§ **The data**:
*-*-*
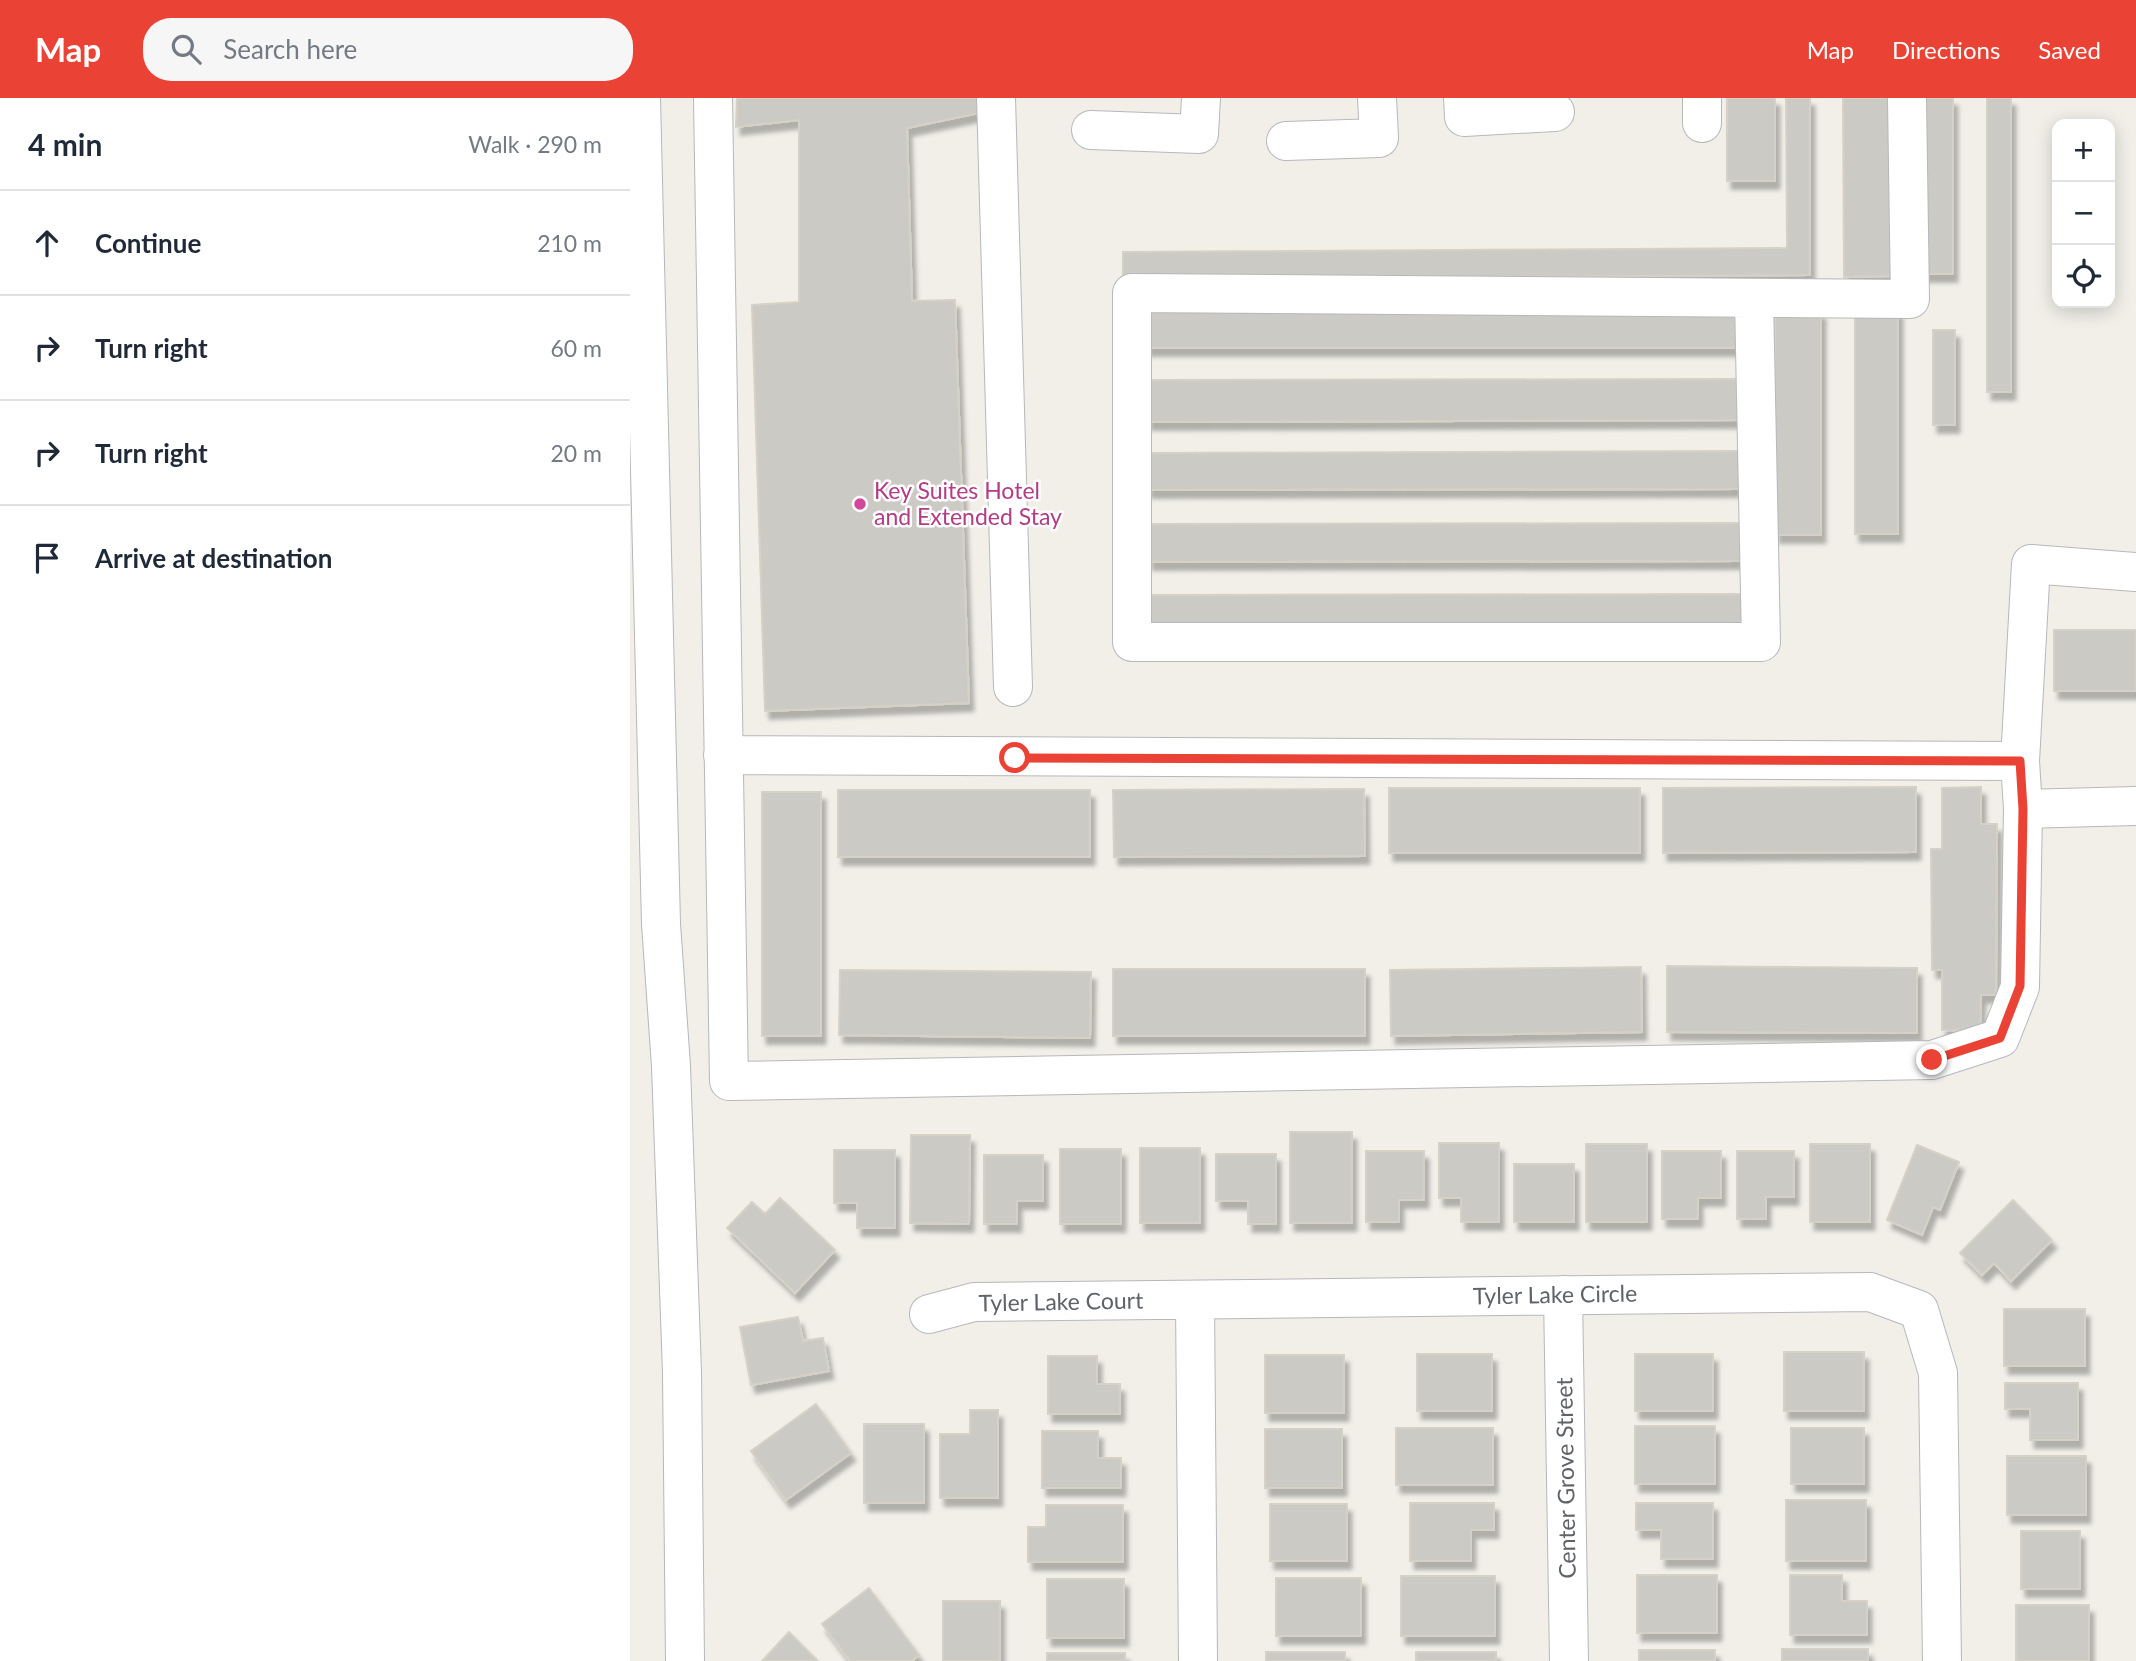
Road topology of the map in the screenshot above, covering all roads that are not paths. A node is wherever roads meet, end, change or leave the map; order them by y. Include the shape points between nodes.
1 (641, 98) edge
2 (713, 98) edge
3 (996, 98) edge
4 (1200, 98) edge
5 (1377, 98) edge
6 (1463, 98) edge
7 (1907, 98) edge
8 (1555, 112) dead end
9 (1091, 130) dead end
10 (1286, 141) dead end
11 (1754, 299) junction
12 (2136, 572) edge
13 (1013, 688) dead end
14 (723, 755) junction
15 (2020, 761) junction
16 (2136, 806) edge
17 (2023, 809) junction
18 (1563, 1295) junction
19 (1195, 1300) junction
20 (929, 1314) dead end
21 (685, 1661) edge
22 (1198, 1661) edge
23 (1569, 1661) edge
24 (1942, 1661) edge

1 - 21 street via 661,924 682,1373
2 - 14 street
3 - 13 street
4 - 9 street via 1199,134
5 - 10 street via 1379,138
6 - 8 street via 1464,117
7 - 11 street via 1910,299
11 - 11 street via 1760,642 1132,642 1132,293
12 - 15 street via 2031,564
14 - 15 street
14 - 17 street via 729,1081 1932,1060 2000,1038 2020,986
15 - 17 street
16 - 17 street
18 - 19 street, Tyler Lake Circle
18 - 23 street, Center Grove Street
18 - 24 street, Tyler Lake Circle via 1870,1292 1919,1310 1938,1373
19 - 20 street, Tyler Lake Court via 974,1302
19 - 22 street

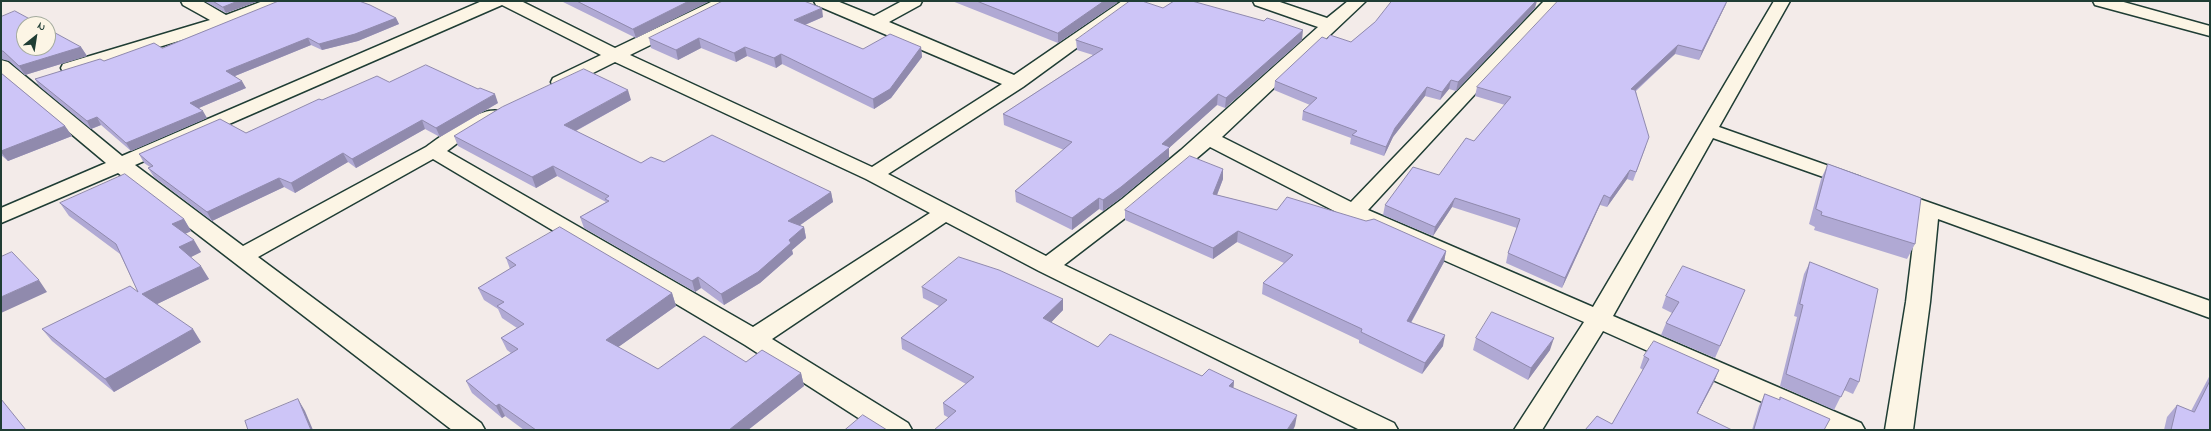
*-*-*
§ **Directions**: When a line in the material above includes "Tyler", report that line by copying it.

§ **Response box**:
18 - 19 street, Tyler Lake Circle
18 - 24 street, Tyler Lake Circle via 1870,1292 1919,1310 1938,1373
19 - 20 street, Tyler Lake Court via 974,1302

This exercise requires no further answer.